The data section start

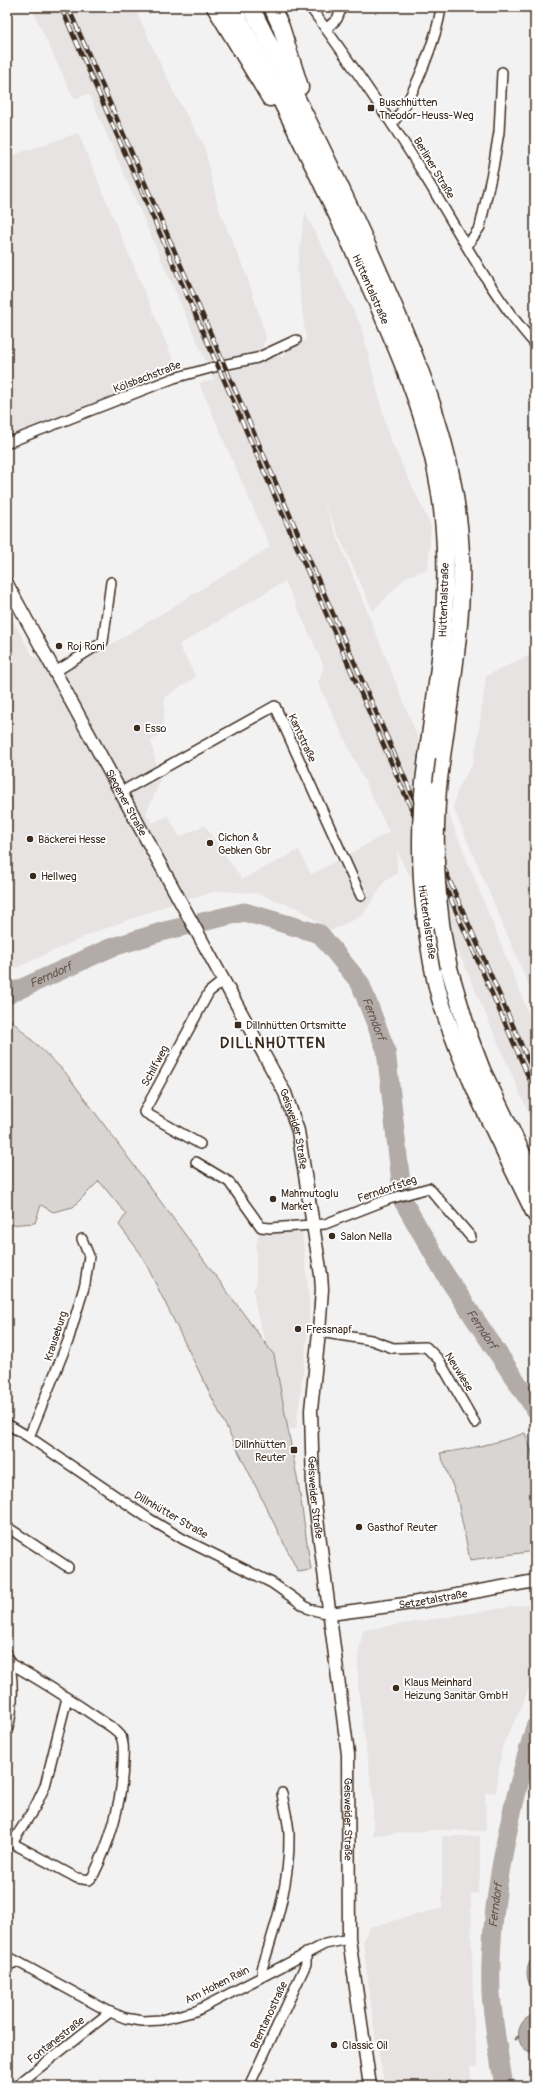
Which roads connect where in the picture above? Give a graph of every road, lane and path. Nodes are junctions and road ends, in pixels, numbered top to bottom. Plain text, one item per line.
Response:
1 (215, 7) edge
2 (233, 7) edge
3 (251, 7) edge
4 (272, 7) edge
5 (310, 7) edge
6 (342, 7) edge
7 (441, 7) edge
8 (326, 29) junction
9 (502, 72) dead end
10 (392, 123) junction
11 (307, 134) junction
12 (467, 246) junction
13 (296, 340) dead end
14 (535, 344) edge
15 (7, 442) edge
16 (111, 582) dead end
17 (7, 584) edge
18 (55, 672) junction
19 (121, 792) junction
20 (361, 896) dead end
21 (198, 932) joint
22 (224, 980) junction
23 (200, 1144) dead end
24 (196, 1162) dead end
25 (535, 1180) edge
26 (535, 1214) edge
27 (314, 1225) junction
28 (471, 1237) dead end
29 (82, 1239) dead end
30 (319, 1332) junction
31 (475, 1423) dead end
32 (7, 1424) edge
33 (29, 1437) junction
34 (7, 1527) edge
35 (68, 1566) dead end
36 (535, 1581) edge
37 (330, 1614) junction
38 (7, 1654) edge
39 (11, 1664) junction
40 (67, 1698) junction
41 (7, 1731) edge
42 (282, 1793) dead end
43 (349, 1939) junction
44 (306, 1953) junction
45 (7, 1956) edge
46 (16, 1962) junction
47 (7, 1966) edge
48 (263, 1975) junction
49 (110, 2012) junction
50 (16, 2086) edge
51 (249, 2086) edge
52 (370, 2086) edge

1 - 11 highway
2 - 11 highway, Hüttentalstraße
3 - 11 highway, Hüttentalstraße
4 - 11 highway
5 - 8 street, Berliner Straße
6 - 8 street
7 - 10 street
8 - 10 street, Berliner Straße
9 - 12 street
10 - 12 street, Berliner Straße
11 - 25 highway, Hüttentalstraße, bridge
11 - 26 highway, Hüttentalstraße, bridge
12 - 14 street, Berliner Straße
13 - 15 street, Kölsbachstraße
16 - 18 street
17 - 18 main road, Siegener Straße
18 - 19 main road, Siegener Straße
19 - 20 street, Kantstraße
19 - 21 main road, Siegener Straße
21 - 22 main road, Geisweider Straße
22 - 23 street, Schilfweg
22 - 27 main road, Geisweider Straße
24 - 27 street, Ferndorfsteg
27 - 28 street, Ferndorfsteg
27 - 30 main road, Geisweider Straße
29 - 33 street, Krauseburg
30 - 31 street, Neuwiese
30 - 37 main road, Geisweider Straße
32 - 33 street, Dillnhütter Straße
33 - 37 street, Dillnhütter Straße
34 - 35 street
36 - 37 main road, Setzetalstraße
37 - 43 main road, Geisweider Straße
38 - 39 street
39 - 40 street
39 - 41 street
40 - 40 street
42 - 48 street
43 - 44 street, Am Hohen Rain
43 - 52 main road, Geisweider Straße
44 - 48 street, Am Hohen Rain
44 - 51 street, Brentanostraße
45 - 46 street, Am Hohen Rain
46 - 47 street
46 - 49 street, Am Hohen Rain
48 - 49 street, Am Hohen Rain
49 - 50 street, Fontanestraße

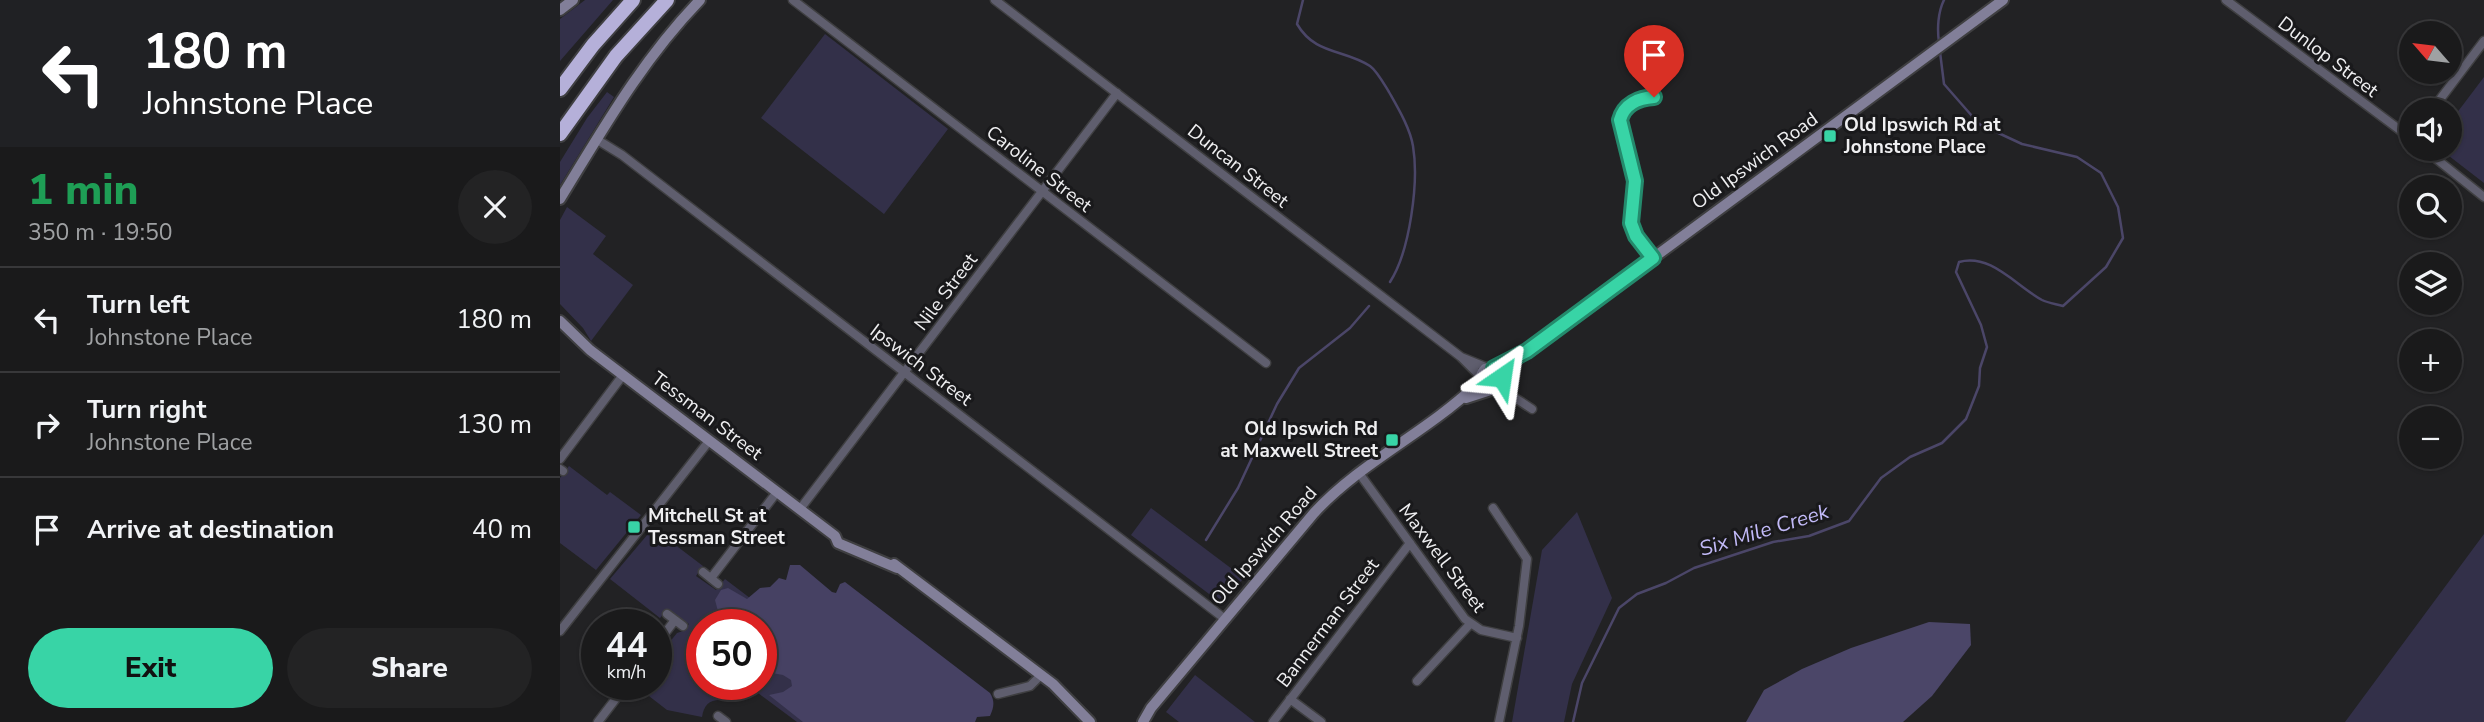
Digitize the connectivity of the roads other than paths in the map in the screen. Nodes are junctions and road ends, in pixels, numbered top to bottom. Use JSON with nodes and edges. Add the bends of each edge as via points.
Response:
{"nodes":[{"id":1,"x":573,"y":0,"type":"edge"},
{"id":2,"x":633,"y":0,"type":"edge"},
{"id":3,"x":667,"y":0,"type":"edge"},
{"id":4,"x":700,"y":0,"type":"edge"},
{"id":5,"x":793,"y":0,"type":"edge"},
{"id":6,"x":995,"y":0,"type":"edge"},
{"id":7,"x":2003,"y":0,"type":"edge"},
{"id":8,"x":2226,"y":0,"type":"edge"},
{"id":9,"x":560,"y":10,"type":"edge"},
{"id":10,"x":2484,"y":41,"type":"edge"},
{"id":11,"x":560,"y":89,"type":"edge"},
{"id":12,"x":1117,"y":93,"type":"junction"},
{"id":13,"x":1654,"y":97,"type":"dead end"},
{"id":14,"x":2441,"y":98,"type":"edge"},
{"id":15,"x":2399,"y":129,"type":"edge"},
{"id":16,"x":560,"y":134,"type":"edge"},
{"id":17,"x":596,"y":139,"type":"junction"},
{"id":18,"x":2439,"y":161,"type":"edge"},
{"id":19,"x":1042,"y":191,"type":"junction"},
{"id":20,"x":2484,"y":197,"type":"edge"},
{"id":21,"x":560,"y":199,"type":"edge"},
{"id":22,"x":1653,"y":258,"type":"junction"},
{"id":23,"x":560,"y":321,"type":"edge"},
{"id":24,"x":1527,"y":351,"type":"junction"},
{"id":25,"x":1266,"y":363,"type":"dead end"},
{"id":26,"x":905,"y":372,"type":"junction"},
{"id":27,"x":1485,"y":373,"type":"junction"},
{"id":28,"x":623,"y":375,"type":"junction"},
{"id":29,"x":1496,"y":386,"type":"junction"},
{"id":30,"x":1457,"y":402,"type":"junction"},
{"id":31,"x":1532,"y":409,"type":"dead end"},
{"id":32,"x":709,"y":440,"type":"junction"},
{"id":33,"x":560,"y":458,"type":"edge"},
{"id":34,"x":1359,"y":473,"type":"junction"},
{"id":35,"x":777,"y":492,"type":"junction"},
{"id":36,"x":800,"y":509,"type":"junction"},
{"id":37,"x":1493,"y":509,"type":"dead end"},
{"id":38,"x":1410,"y":543,"type":"junction"},
{"id":39,"x":702,"y":572,"type":"dead end"},
{"id":40,"x":672,"y":618,"type":"edge"},
{"id":41,"x":1225,"y":619,"type":"junction"},
{"id":42,"x":1470,"y":624,"type":"junction"},
{"id":43,"x":672,"y":630,"type":"edge"},
{"id":44,"x":560,"y":631,"type":"edge"},
{"id":45,"x":1517,"y":638,"type":"junction"},
{"id":46,"x":1040,"y":676,"type":"junction"},
{"id":47,"x":1416,"y":681,"type":"dead end"},
{"id":48,"x":998,"y":694,"type":"dead end"},
{"id":49,"x":1290,"y":699,"type":"junction"},
{"id":50,"x":614,"y":700,"type":"edge"},
{"id":51,"x":1151,"y":708,"type":"junction"},
{"id":52,"x":598,"y":722,"type":"edge"},
{"id":53,"x":1082,"y":722,"type":"edge"},
{"id":54,"x":1090,"y":722,"type":"edge"},
{"id":55,"x":1135,"y":722,"type":"edge"},
{"id":56,"x":1143,"y":722,"type":"edge"},
{"id":57,"x":1273,"y":722,"type":"edge"},
{"id":58,"x":1321,"y":722,"type":"edge"},
{"id":59,"x":1499,"y":722,"type":"edge"}],
"edges":[{"from":1,"to":9,"type":"main road"},
{"from":2,"to":11,"type":"highway"},
{"from":3,"to":16,"type":"highway","via":[[616,56]]},
{"from":4,"to":17,"type":"main road","via":[[644,65]]},
{"from":5,"to":19,"type":"street","name":"Caroline Street"},
{"from":6,"to":12,"type":"street","name":"Duncan Street"},
{"from":7,"to":22,"type":"main road","name":"Old Ipswich Road"},
{"from":8,"to":15,"type":"street","name":"Dunlop Street"},
{"from":10,"to":14,"type":"street"},
{"from":12,"to":19,"type":"street","name":"Nile Street"},
{"from":12,"to":27,"type":"street","name":"Duncan Street"},
{"from":13,"to":22,"type":"street","via":[[1629,106],[1620,120],[1635,181],[1631,223]]},
{"from":17,"to":21,"type":"main road"},
{"from":17,"to":26,"type":"street","name":"Ipswich Street"},
{"from":18,"to":20,"type":"street"},
{"from":19,"to":25,"type":"street","name":"Caroline Street"},
{"from":19,"to":26,"type":"street","name":"Nile Street"},
{"from":22,"to":24,"type":"main road","name":"Old Ipswich Road"},
{"from":23,"to":28,"type":"main road","name":"Tessman Street"},
{"from":24,"to":27,"type":"main road","name":"Old Ipswich Road"},
{"from":24,"to":29,"type":"main road","name":"Old Ipswich Road"},
{"from":26,"to":36,"type":"street","name":"Nile Street"},
{"from":26,"to":41,"type":"street","name":"Ipswich Street"},
{"from":27,"to":29,"type":"main road","via":[[1483,387]]},
{"from":27,"to":29,"type":"main road","via":[[1501,374]]},
{"from":27,"to":30,"type":"main road","name":"Old Ipswich Road"},
{"from":28,"to":32,"type":"main road","name":"Tessman Street"},
{"from":28,"to":33,"type":"street"},
{"from":29,"to":30,"type":"main road","name":"Old Ipswich Road"},
{"from":29,"to":31,"type":"street"},
{"from":30,"to":34,"type":"main road","name":"Old Ipswich Road"},
{"from":32,"to":35,"type":"main road","name":"Tessman Street"},
{"from":32,"to":44,"type":"street"},
{"from":34,"to":38,"type":"street","name":"Maxwell Street"},
{"from":34,"to":41,"type":"main road","name":"Old Ipswich Road","via":[[1314,513]]},
{"from":35,"to":36,"type":"main road","name":"Tessman Street"},
{"from":35,"to":39,"type":"street","via":[[715,581]]},
{"from":36,"to":46,"type":"main road","name":"Tessman Street","via":[[835,536],[887,558]]},
{"from":37,"to":45,"type":"street","via":[[1527,559]]},
{"from":38,"to":42,"type":"street","name":"Maxwell Street"},
{"from":38,"to":49,"type":"street","name":"Bannerman Street"},
{"from":40,"to":43,"type":"street","via":[[679,623]]},
{"from":41,"to":51,"type":"main road","name":"Old Ipswich Road"},
{"from":42,"to":45,"type":"street","name":"Maxwell Street"},
{"from":42,"to":47,"type":"street"},
{"from":45,"to":59,"type":"street"},
{"from":46,"to":48,"type":"street","via":[[1030,686]]},
{"from":46,"to":53,"type":"main road","name":"Tessman Street"},
{"from":46,"to":54,"type":"main road","name":"Tessman Street"},
{"from":49,"to":57,"type":"street","name":"Bannerman Street"},
{"from":49,"to":58,"type":"street"},
{"from":50,"to":52,"type":"street"},
{"from":51,"to":55,"type":"main road","name":"Old Ipswich Road"},
{"from":51,"to":56,"type":"main road","name":"Old Ipswich Road"}]}
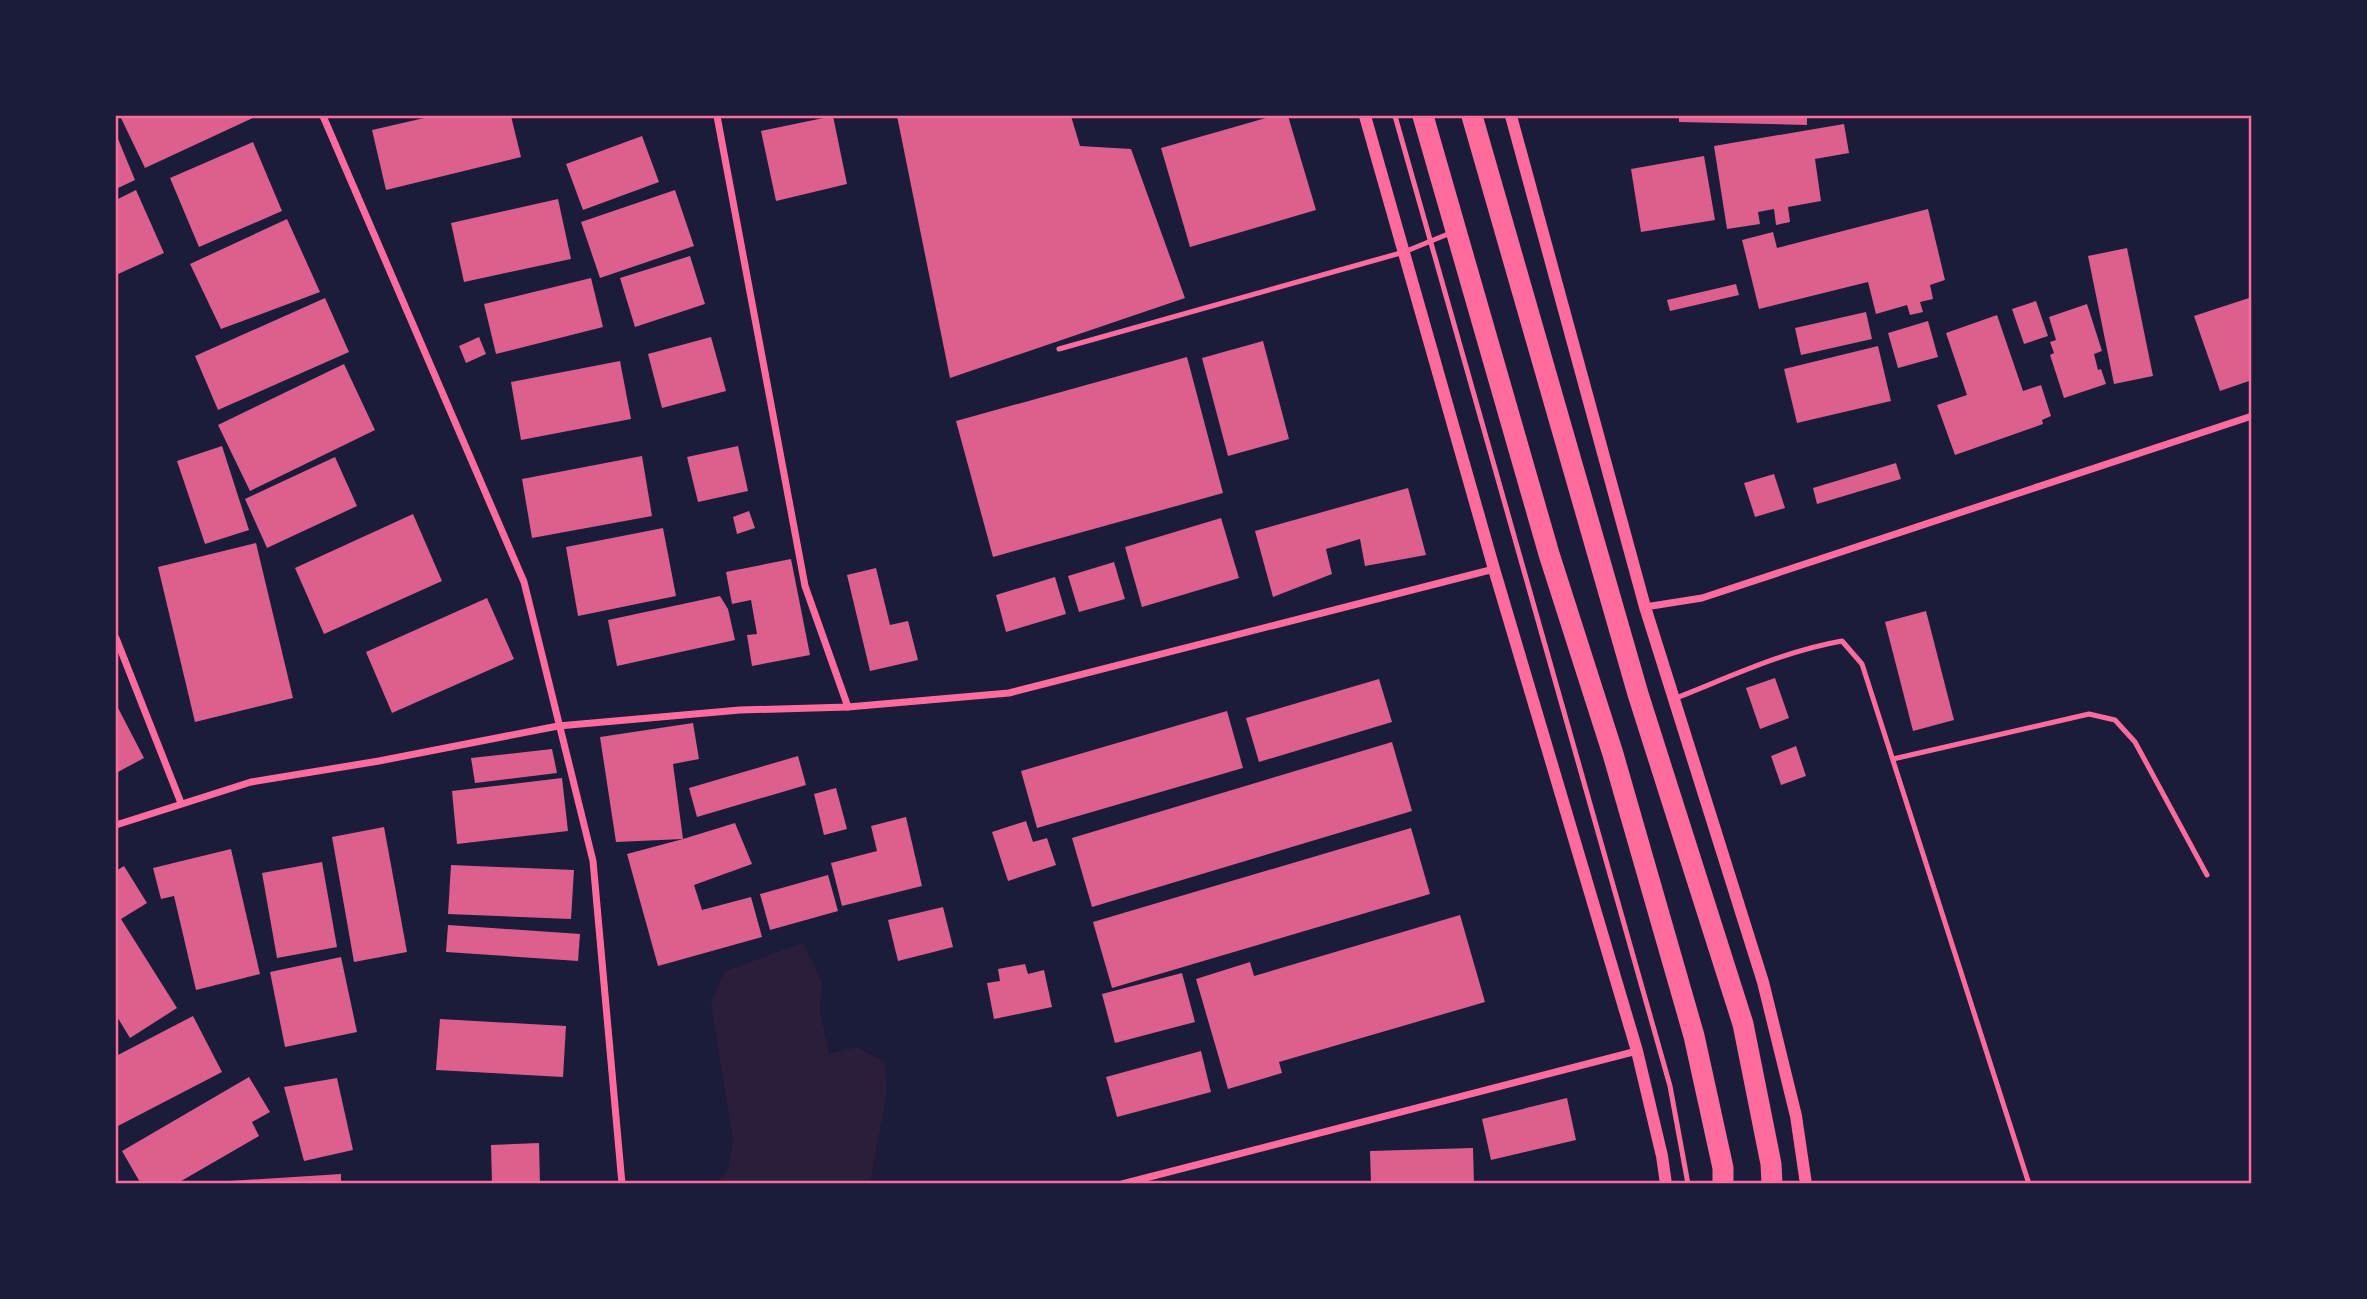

The data section end

## Directions
Lines with "Duncan": return each one from the data above.

## Problem solution
{"from":6,"to":12,"type":"street","name":"Duncan Street"},
{"from":12,"to":27,"type":"street","name":"Duncan Street"},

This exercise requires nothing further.